Da vent'anni l'associazione milanese lavora per promuovere il diritto al gioco per i bambini con disabilità. Questa esperienza è stata condensata nel volume "La ludotecnica inclusiva"
Fin dalla sua fondazione, L’abilità ha creduto nel diritto al gioco per i bambini con disabilità, nella necessità di migliorare la loro qualità di vita mettendo al centro la partecipazione di ogni bambino (indipendentemente dal livello di compromissione) e il piacere di un’esperienza ludica condivisa. Per questo motivo l’associazione ha dato vita, agli inizi degli 2000, allo Spazio gioco: un luogo che ha accolto più di 200 bambini e bambine con diverse tipologie di disabilità di età compresa tra i 2 e gli 11 anni. Un luogo dove innanzitutto i bambini si possono divertire. Un diritto affermato dalle principali convenzioni internazionali -da quella per i Diritti dell’infanzia a quella per i Diritti delle persone con disabilità- ma di cui spesso ci si dimentica.

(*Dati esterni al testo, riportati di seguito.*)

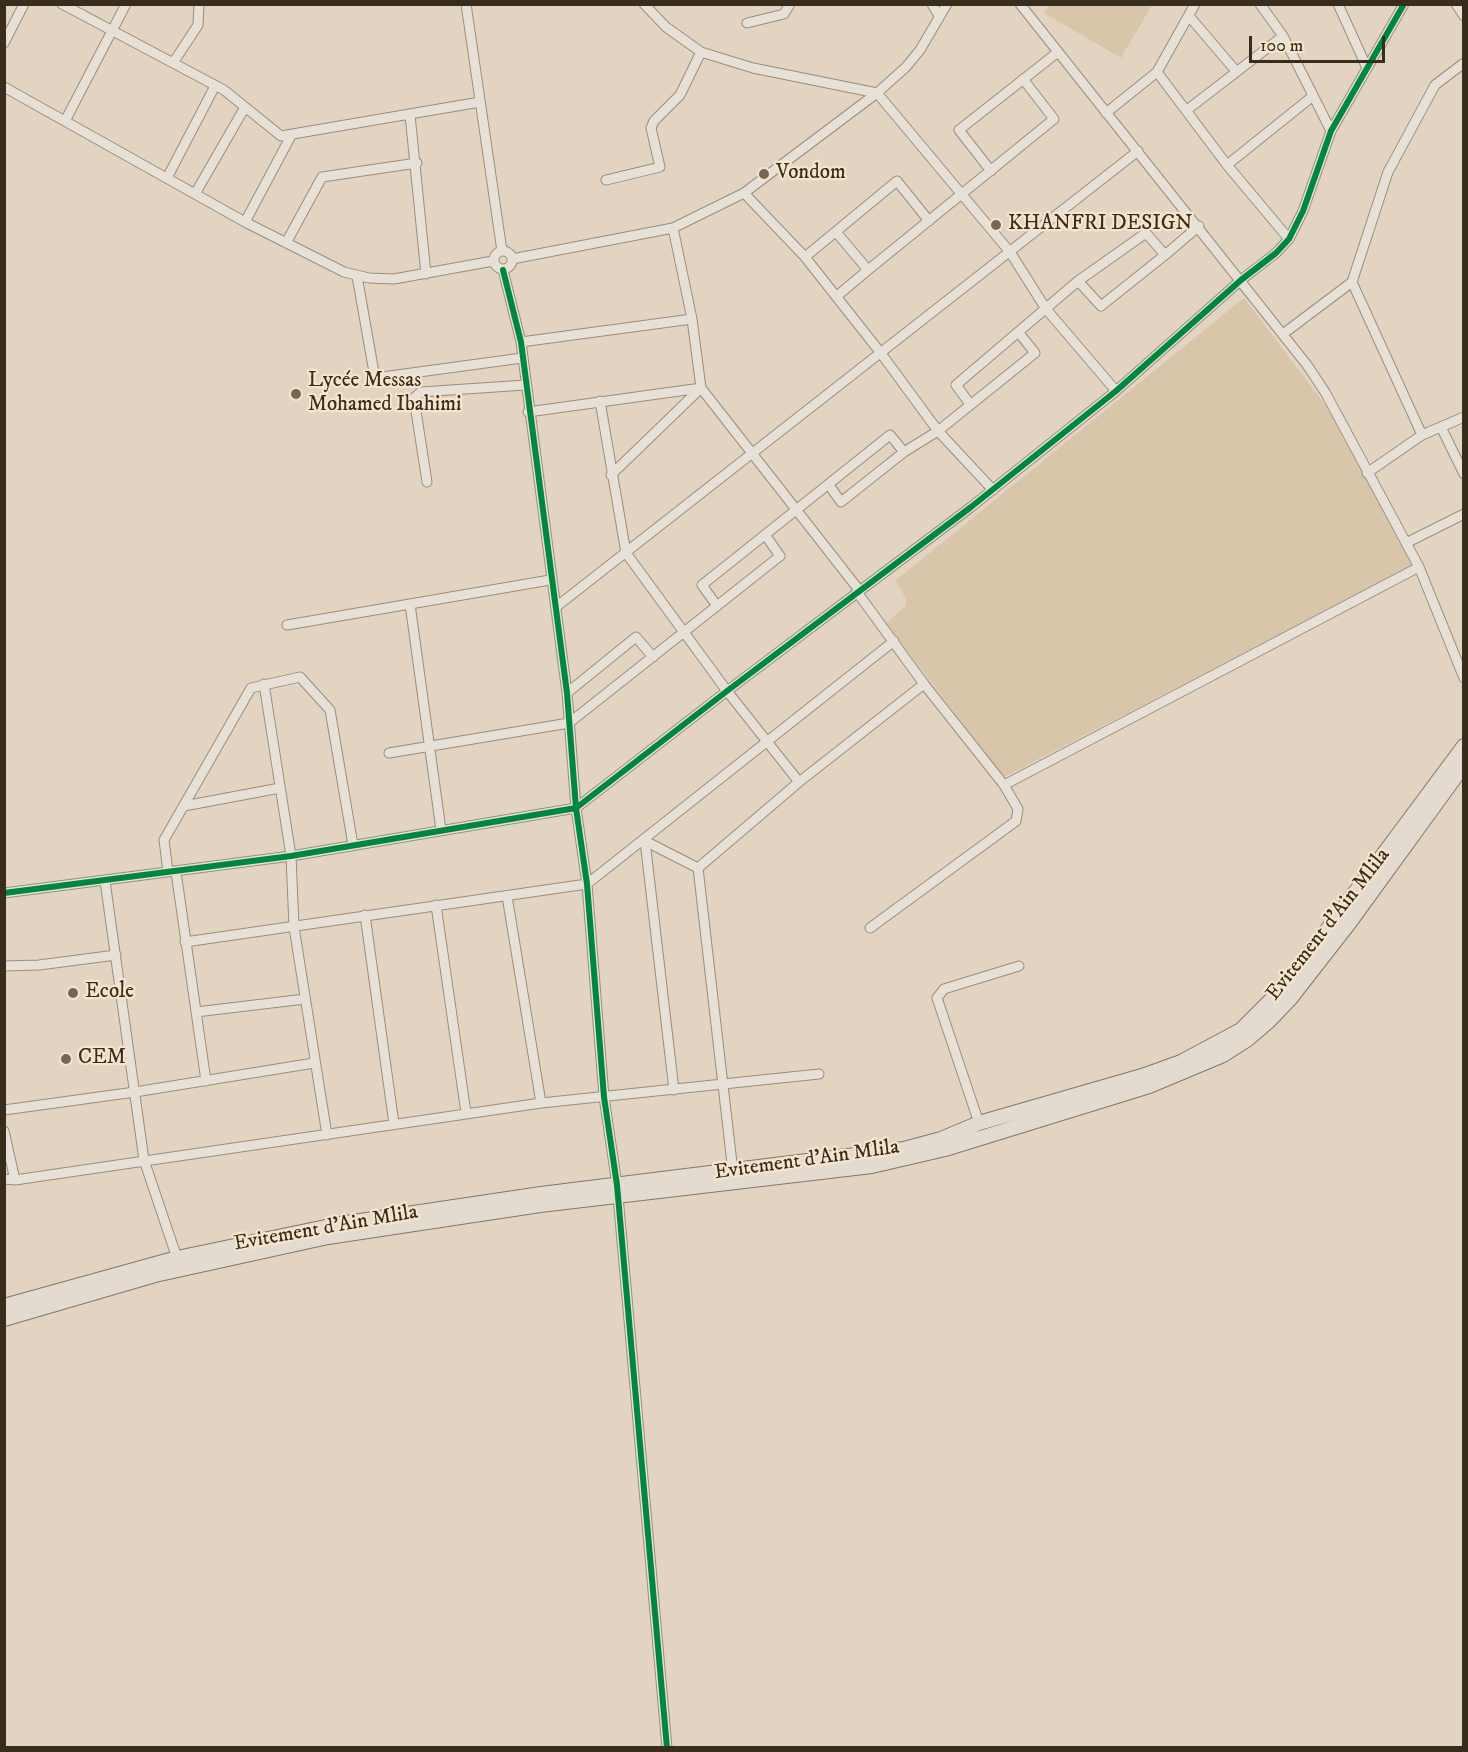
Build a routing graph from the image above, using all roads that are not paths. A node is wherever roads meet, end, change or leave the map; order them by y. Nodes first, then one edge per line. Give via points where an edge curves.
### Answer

Nello Spazio gioco, ogni settimana 80 bambini imparano a giocare e a divertirsi. Sono centinaia quelli che sono passati nei suoi spazi in questi vent’anni (e più) di attività: un periodo lunghissimo in cui lo Spazio gioco ha costruito saperi e relazioni con neuropsichiatri, terapisti, insegnanti, educatori e prima di tutto con i genitori dei bambini. Tutto questo bagaglio di esperienza e di conoscenza è confluito nel libro “La Ludotecnica inclusiva. Giocare con i bambini con disabilità come metodologia educativa” (FrancoAngeli) curato da Carlo Riva (direttore di L’abilità) ed Elisa Rossoni (coordinatrice dello Spazio gioco) che ha come obiettivo proprio quello di rendere noto e documentare come il lavoro svolto ogni giorno allo Spazio Gioco sia frutto di pensiero, studio, ricerca, esperienza, azione.
“Dopo tutti questi anni di attività abbiamo deciso di dare una cornice teorica al nostro lavoro -spiega Carlo Riva-. Grazie alla collaborazione con l’Università degli Studi Milano-Bicocca abbiamo avviato una ricerca che è durata tre anni e a fine 2021 abbiamo validato il nostro metodo. I ricercatori sono entrati nei nostri spazi per andare a vedere che cosa succedeva e in che modo la nostra modalità di gioco si differenziava dall’ambito riabilitativo: quello dello Spazio gioco non è terapia, è contesto educativo”. Molto spesso, infatti, per i bambini con disabilità il gioco rappresenta una delle principali modalità attraverso cui è possibile portare avanti attività riabilitative o di sviluppo cognitivo. Il confine tra le due attività può essere molto labile ma nello Spazio gioco il fine ultimo è il divertimento.
“Tutti i bambini giocano. Quando non lo fanno significa che c’è qualcosa che non va, che stanno male -spiega Riva-. Per alcuni bambini con disabilità può essere difficile farlo e molti genitori ci dicono: ‘Mio figlio non sa giocare’. L’esperienza dello Spazio gioco, che abbiamo condiviso nel libro, è che imparare a giocare è possibile. Innanzitutto, bisogna mettere al centro il bambino e farsi dire da lui quale gioco gli piace e sulla base di queste preferenze gli educatori lavorano per allargare gli orizzonti di gioco, uscendo dalla monotonia di un gioco stereotipato per allargare a più giochi possibili”. Un gioco che non deve restare all’interno degli spazi dell’associazione ma deve essere sempre più condiviso, allargato e generalizzato a famiglia, ai fratelli, alla scuola.
Il libro “La Ludotecnica inclusiva” racconta il metodo educativo ludico messo in pratica in questi anni da L’abilità, i suoi principi teorici, la sua validazione. E che consente al bambino con disabilità di poter giocare grazie a strategie e tecniche da mettere in atto seguendo le linee guida raccontate nel libro.